RECORDS PROVIDED:
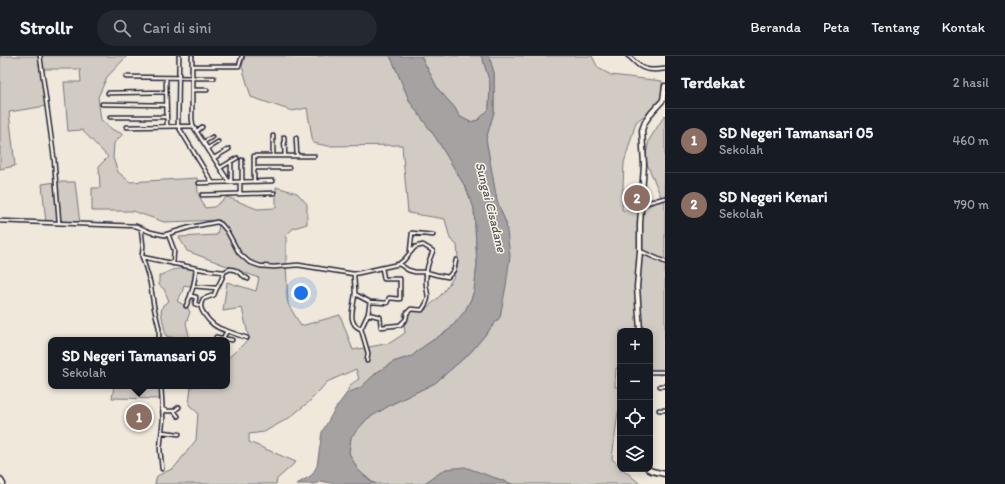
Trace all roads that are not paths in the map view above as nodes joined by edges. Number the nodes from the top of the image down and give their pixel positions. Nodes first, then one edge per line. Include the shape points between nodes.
1 (40, 56) edge
2 (178, 56) edge
3 (192, 56) edge
4 (242, 56) edge
5 (628, 56) edge
6 (633, 57) edge
7 (192, 66) junction
8 (665, 69) edge
9 (126, 77) dead end
10 (166, 78) junction
11 (178, 78) junction
12 (192, 78) junction
13 (214, 78) dead end
14 (665, 86) edge
15 (192, 90) junction
16 (207, 90) dead end
17 (166, 92) junction
18 (108, 93) dead end
19 (664, 100) edge
20 (102, 104) dead end
21 (166, 105) junction
22 (110, 117) dead end
23 (166, 117) junction
24 (166, 126) junction
25 (178, 126) junction
26 (193, 126) junction
27 (127, 127) dead end
28 (202, 127) dead end
29 (197, 131) junction
30 (273, 136) dead end
31 (212, 137) dead end
32 (284, 137) dead end
33 (296, 138) dead end
34 (204, 142) junction
35 (218, 142) dead end
36 (208, 148) junction
37 (229, 149) dead end
38 (273, 156) junction
39 (285, 156) junction
40 (297, 156) junction
41 (314, 156) dead end
42 (214, 158) junction
43 (237, 158) dead end
44 (242, 160) dead end
45 (231, 161) junction
46 (220, 168) junction
47 (254, 168) junction
48 (289, 168) dead end
49 (254, 181) junction
50 (274, 181) dead end
51 (212, 182) junction
52 (230, 182) junction
53 (241, 182) junction
54 (199, 183) dead end
55 (274, 193) dead end
56 (202, 194) dead end
57 (240, 194) junction
58 (665, 198) edge
59 (642, 204) junction
60 (0, 221) edge
61 (59, 222) junction
62 (141, 228) junction
63 (168, 234) junction
64 (433, 235) dead end
65 (640, 251) junction
66 (410, 253) junction
67 (142, 256) junction
68 (456, 260) dead end
69 (665, 262) edge
70 (173, 264) junction
71 (399, 264) junction
72 (382, 268) junction
73 (196, 269) junction
74 (224, 272) junction
75 (426, 272) junction
76 (354, 274) junction
77 (248, 279) dead end
78 (194, 286) junction
79 (216, 288) junction
80 (355, 294) junction
81 (191, 296) junction
82 (370, 302) junction
83 (186, 306) dead end
84 (201, 306) junction
85 (368, 314) junction
86 (640, 328) edge
87 (361, 329) junction
88 (227, 331) junction
89 (159, 337) edge
90 (224, 337) edge
91 (247, 338) dead end
92 (367, 361) dead end
93 (653, 372) edge
94 (665, 372) edge
95 (660, 386) dead end
96 (665, 386) edge
97 (161, 389) edge
98 (179, 407) dead end
99 (162, 409) junction
100 (659, 410) dead end
101 (665, 410) edge
102 (174, 411) junction
103 (178, 416) dead end
104 (162, 432) junction
105 (179, 434) dead end
106 (162, 469) dead end
107 (653, 471) edge
108 (665, 474) edge
109 (0, 479) edge
110 (3, 484) edge

1 - 61 street via 54,158
2 - 11 street
3 - 7 street
4 - 7 street via 239,66
5 - 6 street
6 - 8 street via 642,68
7 - 12 street
9 - 10 street
10 - 11 street
10 - 17 street
11 - 12 street
11 - 25 street
12 - 13 street
12 - 15 street
14 - 19 street
15 - 16 street
15 - 26 street
17 - 18 street
17 - 21 street
19 - 59 street via 652,112 643,127
20 - 21 street
21 - 23 street
22 - 23 street
23 - 24 street
24 - 25 street
24 - 27 street
25 - 26 street
25 - 51 street
26 - 29 street
28 - 29 street
29 - 34 street
30 - 38 street
31 - 34 street
32 - 39 street
33 - 40 street
34 - 36 street
35 - 36 street
36 - 42 street
37 - 42 street
38 - 39 street
38 - 47 street via 254,156
39 - 40 street
40 - 41 street
42 - 46 street
43 - 45 street
44 - 53 street
45 - 46 street
45 - 52 street
46 - 52 street
47 - 48 street
47 - 49 street
49 - 50 street
49 - 53 street
51 - 52 street
51 - 54 street
52 - 53 street
53 - 57 street
55 - 57 street
56 - 57 street
58 - 59 street
59 - 65 street
60 - 61 street
61 - 62 street
62 - 63 street via 157,234
62 - 67 street
63 - 70 street via 174,250
63 - 76 street via 217,222 227,231 239,253 249,262 274,267 298,265
64 - 66 street via 412,233
65 - 69 street
65 - 86 street via 637,287
66 - 71 street
66 - 75 street via 420,245 433,251
67 - 70 street
67 - 89 street via 150,282
68 - 75 street via 454,270 448,277
70 - 73 street
71 - 72 street
71 - 75 street via 408,270
72 - 76 street
72 - 82 street via 384,279 400,279 400,299 389,298 387,303
73 - 74 street
73 - 78 street
74 - 77 street via 235,270
74 - 79 street
75 - 85 street via 425,282 429,297 422,310 411,309 400,325 381,327 380,317
76 - 80 street
78 - 79 street
78 - 81 street
79 - 84 street via 214,295 203,299
80 - 82 street
80 - 87 street via 353,322
81 - 83 street
81 - 84 street via 196,297 195,304
82 - 85 street
84 - 88 street via 213,325
85 - 87 street
87 - 92 street via 368,353
88 - 90 street
88 - 91 street
93 - 94 street
95 - 96 street
97 - 99 street
98 - 102 street
99 - 102 street
99 - 104 street
100 - 101 street
102 - 103 street
104 - 105 street
104 - 106 street
107 - 108 street
109 - 110 street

TASK GOAL: Output all of the data exactly. Skip the pictures.

THE COMPLETED TASK:
Trace all roads that are not paths in the map view above as nodes joined by edges. Number the nodes from the top of the image down and give their pixel positions. Nodes first, then one edge per line. Include the shape points between nodes.
1 (40, 56) edge
2 (178, 56) edge
3 (192, 56) edge
4 (242, 56) edge
5 (628, 56) edge
6 (633, 57) edge
7 (192, 66) junction
8 (665, 69) edge
9 (126, 77) dead end
10 (166, 78) junction
11 (178, 78) junction
12 (192, 78) junction
13 (214, 78) dead end
14 (665, 86) edge
15 (192, 90) junction
16 (207, 90) dead end
17 (166, 92) junction
18 (108, 93) dead end
19 (664, 100) edge
20 (102, 104) dead end
21 (166, 105) junction
22 (110, 117) dead end
23 (166, 117) junction
24 (166, 126) junction
25 (178, 126) junction
26 (193, 126) junction
27 (127, 127) dead end
28 (202, 127) dead end
29 (197, 131) junction
30 (273, 136) dead end
31 (212, 137) dead end
32 (284, 137) dead end
33 (296, 138) dead end
34 (204, 142) junction
35 (218, 142) dead end
36 (208, 148) junction
37 (229, 149) dead end
38 (273, 156) junction
39 (285, 156) junction
40 (297, 156) junction
41 (314, 156) dead end
42 (214, 158) junction
43 (237, 158) dead end
44 (242, 160) dead end
45 (231, 161) junction
46 (220, 168) junction
47 (254, 168) junction
48 (289, 168) dead end
49 (254, 181) junction
50 (274, 181) dead end
51 (212, 182) junction
52 (230, 182) junction
53 (241, 182) junction
54 (199, 183) dead end
55 (274, 193) dead end
56 (202, 194) dead end
57 (240, 194) junction
58 (665, 198) edge
59 (642, 204) junction
60 (0, 221) edge
61 (59, 222) junction
62 (141, 228) junction
63 (168, 234) junction
64 (433, 235) dead end
65 (640, 251) junction
66 (410, 253) junction
67 (142, 256) junction
68 (456, 260) dead end
69 (665, 262) edge
70 (173, 264) junction
71 (399, 264) junction
72 (382, 268) junction
73 (196, 269) junction
74 (224, 272) junction
75 (426, 272) junction
76 (354, 274) junction
77 (248, 279) dead end
78 (194, 286) junction
79 (216, 288) junction
80 (355, 294) junction
81 (191, 296) junction
82 (370, 302) junction
83 (186, 306) dead end
84 (201, 306) junction
85 (368, 314) junction
86 (640, 328) edge
87 (361, 329) junction
88 (227, 331) junction
89 (159, 337) edge
90 (224, 337) edge
91 (247, 338) dead end
92 (367, 361) dead end
93 (653, 372) edge
94 (665, 372) edge
95 (660, 386) dead end
96 (665, 386) edge
97 (161, 389) edge
98 (179, 407) dead end
99 (162, 409) junction
100 (659, 410) dead end
101 (665, 410) edge
102 (174, 411) junction
103 (178, 416) dead end
104 (162, 432) junction
105 (179, 434) dead end
106 (162, 469) dead end
107 (653, 471) edge
108 (665, 474) edge
109 (0, 479) edge
110 (3, 484) edge

1 - 61 street via 54,158
2 - 11 street
3 - 7 street
4 - 7 street via 239,66
5 - 6 street
6 - 8 street via 642,68
7 - 12 street
9 - 10 street
10 - 11 street
10 - 17 street
11 - 12 street
11 - 25 street
12 - 13 street
12 - 15 street
14 - 19 street
15 - 16 street
15 - 26 street
17 - 18 street
17 - 21 street
19 - 59 street via 652,112 643,127
20 - 21 street
21 - 23 street
22 - 23 street
23 - 24 street
24 - 25 street
24 - 27 street
25 - 26 street
25 - 51 street
26 - 29 street
28 - 29 street
29 - 34 street
30 - 38 street
31 - 34 street
32 - 39 street
33 - 40 street
34 - 36 street
35 - 36 street
36 - 42 street
37 - 42 street
38 - 39 street
38 - 47 street via 254,156
39 - 40 street
40 - 41 street
42 - 46 street
43 - 45 street
44 - 53 street
45 - 46 street
45 - 52 street
46 - 52 street
47 - 48 street
47 - 49 street
49 - 50 street
49 - 53 street
51 - 52 street
51 - 54 street
52 - 53 street
53 - 57 street
55 - 57 street
56 - 57 street
58 - 59 street
59 - 65 street
60 - 61 street
61 - 62 street
62 - 63 street via 157,234
62 - 67 street
63 - 70 street via 174,250
63 - 76 street via 217,222 227,231 239,253 249,262 274,267 298,265
64 - 66 street via 412,233
65 - 69 street
65 - 86 street via 637,287
66 - 71 street
66 - 75 street via 420,245 433,251
67 - 70 street
67 - 89 street via 150,282
68 - 75 street via 454,270 448,277
70 - 73 street
71 - 72 street
71 - 75 street via 408,270
72 - 76 street
72 - 82 street via 384,279 400,279 400,299 389,298 387,303
73 - 74 street
73 - 78 street
74 - 77 street via 235,270
74 - 79 street
75 - 85 street via 425,282 429,297 422,310 411,309 400,325 381,327 380,317
76 - 80 street
78 - 79 street
78 - 81 street
79 - 84 street via 214,295 203,299
80 - 82 street
80 - 87 street via 353,322
81 - 83 street
81 - 84 street via 196,297 195,304
82 - 85 street
84 - 88 street via 213,325
85 - 87 street
87 - 92 street via 368,353
88 - 90 street
88 - 91 street
93 - 94 street
95 - 96 street
97 - 99 street
98 - 102 street
99 - 102 street
99 - 104 street
100 - 101 street
102 - 103 street
104 - 105 street
104 - 106 street
107 - 108 street
109 - 110 street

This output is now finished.